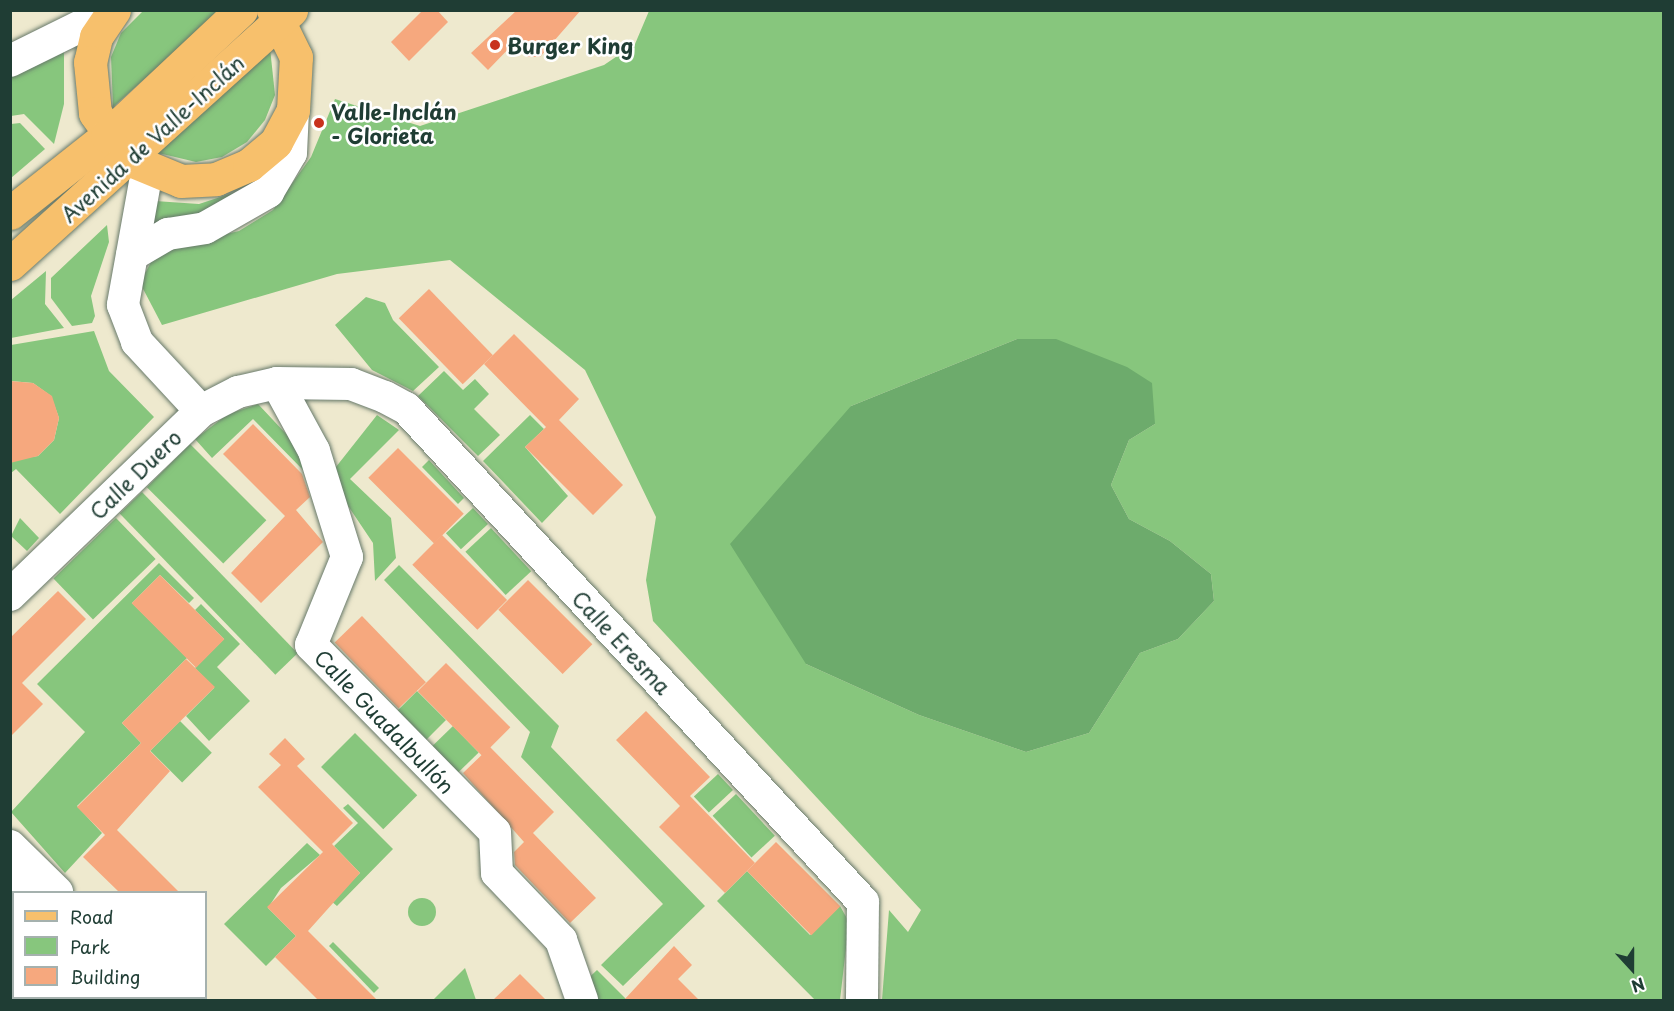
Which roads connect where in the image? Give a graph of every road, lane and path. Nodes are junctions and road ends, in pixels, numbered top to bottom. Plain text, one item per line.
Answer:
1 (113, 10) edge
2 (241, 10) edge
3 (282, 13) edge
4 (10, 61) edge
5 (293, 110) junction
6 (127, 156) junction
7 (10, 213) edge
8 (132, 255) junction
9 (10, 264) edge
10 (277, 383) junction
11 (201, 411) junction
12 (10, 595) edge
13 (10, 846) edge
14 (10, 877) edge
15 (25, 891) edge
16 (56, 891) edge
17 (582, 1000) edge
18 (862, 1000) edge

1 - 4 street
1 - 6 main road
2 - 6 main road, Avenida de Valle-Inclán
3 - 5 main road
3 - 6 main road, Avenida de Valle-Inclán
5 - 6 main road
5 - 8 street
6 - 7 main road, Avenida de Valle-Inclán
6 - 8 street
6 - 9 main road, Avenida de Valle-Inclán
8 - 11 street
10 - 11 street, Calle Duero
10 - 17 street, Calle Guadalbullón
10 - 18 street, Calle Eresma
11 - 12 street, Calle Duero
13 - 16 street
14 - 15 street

→ **Work task**
What's needed here is an exact repeat of all the records above, pictures excluded.

→ **Exercise solution**
Which roads connect where in the image? Give a graph of every road, lane and path. Nodes are junctions and road ends, in pixels, numbered top to bottom. Plain text, one item per line.
Answer:
1 (113, 10) edge
2 (241, 10) edge
3 (282, 13) edge
4 (10, 61) edge
5 (293, 110) junction
6 (127, 156) junction
7 (10, 213) edge
8 (132, 255) junction
9 (10, 264) edge
10 (277, 383) junction
11 (201, 411) junction
12 (10, 595) edge
13 (10, 846) edge
14 (10, 877) edge
15 (25, 891) edge
16 (56, 891) edge
17 (582, 1000) edge
18 (862, 1000) edge

1 - 4 street
1 - 6 main road
2 - 6 main road, Avenida de Valle-Inclán
3 - 5 main road
3 - 6 main road, Avenida de Valle-Inclán
5 - 6 main road
5 - 8 street
6 - 7 main road, Avenida de Valle-Inclán
6 - 8 street
6 - 9 main road, Avenida de Valle-Inclán
8 - 11 street
10 - 11 street, Calle Duero
10 - 17 street, Calle Guadalbullón
10 - 18 street, Calle Eresma
11 - 12 street, Calle Duero
13 - 16 street
14 - 15 street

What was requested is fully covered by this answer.